Primary place offers for September 2013
Offers for places at primary schools were issued on 17th April, with 92% of children getting into one of their preferred schools according to the Council. Here's their press release. As you can see, the Council inhabits a world in which there is only good news. But we think there are around 170 children who didn't get a place at any of their preferred schools. Here are some of the comments we've picked up:
  • "We applied for our 2 nearest schools plus the next nearest non-Catholic school which is a C of E. We got none of them and were allocated [a school] which is about twice as far away as the nearest two over subscribed state secular primaries....."
  • "We have not been offered a place at any of the six state schools we listed. We are on the waiting list hoping a place will be found... Our closest schools are COfE and Catholic. We are not church going/ practising."
  • "I am also one of the 8% despite living 400m from the new Sir Richard Reynolds school....SRR was our first choice. We're not Catholic, but went for the safe choice based on proximity to home."
  • "I have just been told that my son is not being offered a place at primary school (at this time).  I .....feel that the fact that 4 out of my 6 closest schools are church schools and my lack of faith has been a major contributor to this.  I applied to 3 of those 4 schools (plus 3 others) as they are my local schools..."
Hopefully they'll all get what they want in the appeal process - many people do as places are freed up by other parents deciding to go private. 

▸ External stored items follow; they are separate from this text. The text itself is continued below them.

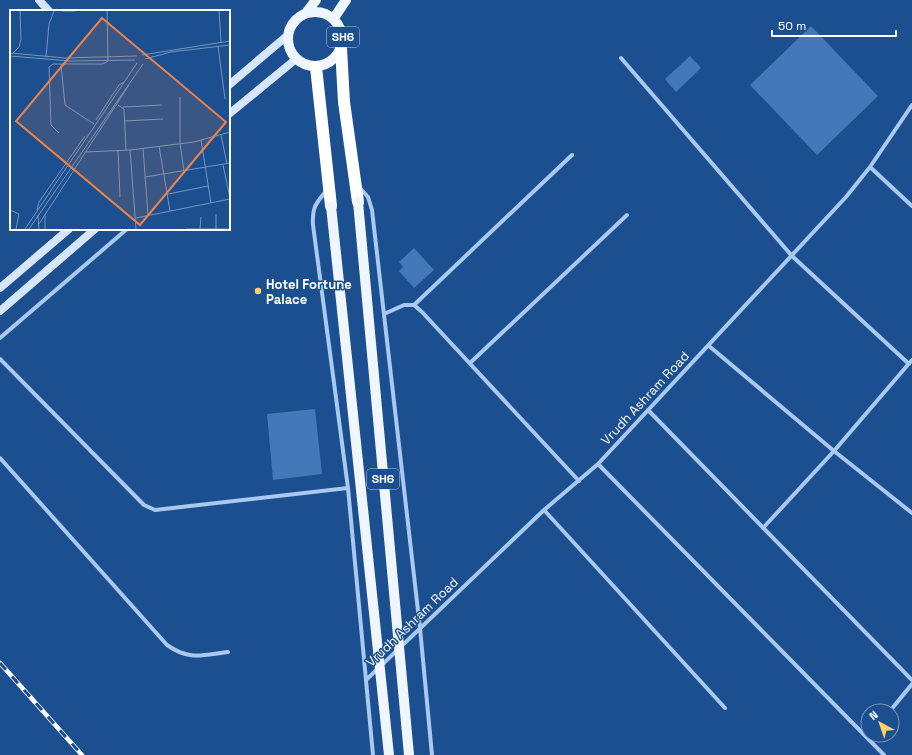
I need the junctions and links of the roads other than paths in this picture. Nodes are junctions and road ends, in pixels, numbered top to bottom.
1 (39, 0) edge
2 (316, 0) edge
3 (346, 0) edge
4 (48, 10) edge
5 (306, 13) junction
6 (334, 18) junction
7 (288, 35) junction
8 (341, 48) junction
9 (621, 58) dead end
10 (296, 59) junction
11 (316, 66) junction
12 (230, 84) edge
13 (912, 105) edge
14 (230, 113) edge
15 (572, 154) dead end
16 (870, 167) junction
17 (355, 182) junction
18 (329, 188) junction
19 (358, 202) joint
20 (331, 206) joint
21 (912, 206) edge
22 (627, 215) dead end
23 (68, 230) edge
24 (94, 230) edge
25 (126, 230) edge
26 (792, 256) junction
27 (0, 288) edge
28 (414, 305) junction
29 (0, 311) edge
30 (384, 314) junction
31 (0, 338) edge
32 (708, 346) junction
33 (0, 359) edge
34 (911, 362) edge
35 (470, 363) junction
36 (648, 410) junction
37 (834, 452) junction
38 (0, 458) edge
39 (598, 464) junction
40 (579, 481) junction
41 (348, 488) junction
42 (544, 510) junction
43 (912, 513) edge
44 (764, 528) junction
45 (420, 628) junction
46 (228, 652) dead end
47 (366, 680) junction
48 (912, 680) edge
49 (912, 684) edge
50 (897, 703) edge
51 (725, 708) dead end
52 (860, 728) edge
53 (874, 743) edge
54 (373, 755) edge
55 (389, 755) edge
56 (409, 755) edge
57 (432, 755) edge
58 (884, 755) edge

1 - 4 street
2 - 5 main road
3 - 6 main road, SH6
5 - 6 main road, SH6
5 - 7 main road
6 - 8 main road, SH6
7 - 10 main road
7 - 12 street
8 - 11 main road, SH6
8 - 17 highway, SH6
9 - 26 street
10 - 11 main road
10 - 14 street
11 - 18 highway, SH6
13 - 16 street, Vrudh Ashram Road
15 - 28 street
16 - 21 street
16 - 26 street, Vrudh Ashram Road
17 - 19 highway, SH6
17 - 30 street
18 - 20 highway, SH6
18 - 41 street
19 - 56 main road, SH6, bridge
20 - 55 main road, SH6, bridge
22 - 35 street
23 - 27 street
24 - 29 street
25 - 31 street
26 - 32 street, Vrudh Ashram Road
26 - 34 street
28 - 30 street
28 - 35 street
30 - 45 street
32 - 36 street, Vrudh Ashram Road
32 - 37 street
33 - 41 street
34 - 37 street
35 - 40 street
36 - 39 street, Vrudh Ashram Road
36 - 44 street
37 - 43 street
37 - 44 street
38 - 46 street
39 - 40 street, Vrudh Ashram Road
39 - 52 street
40 - 42 street, Vrudh Ashram Road
41 - 47 street
42 - 45 street, Vrudh Ashram Road
42 - 51 street
44 - 48 street
45 - 47 street, Vrudh Ashram Road
45 - 57 street
47 - 54 street
49 - 50 street
53 - 58 street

What we don't know is how many parents felt obliged to fake interest in their local church in order to secure places, or how many didn't indicate a preference for a nearby church school because they're not churchgoers. 


Secondary place offers & forward look
As we reported before, 1st March was "National Offer Day" for secondary school places. Following responses to Freedom of Information requests submitted by RISC supporters, we can now take a look at how well the Council is doing compared to the detailed forecast of secondary place uptake it issued in October 2011 (the most recent). Of course, the picture may change between now and September as waiting lists shift and appeals take place, so more families will get their preferred schools. But here are our preliminary conclusions. 


2013 an easier year due to a temporary dip in demand
Fewer children came out of borough primaries in 2013 than in 2012, so no-one expected an overall shortage of secondary places this year. And indeed a higher proportion of borough resident children were offered a place at one of their preferred schools than in previous years. So that’s welcome news. The snag is that there are big increases in numbers coming down the track each year for 2014 onwards.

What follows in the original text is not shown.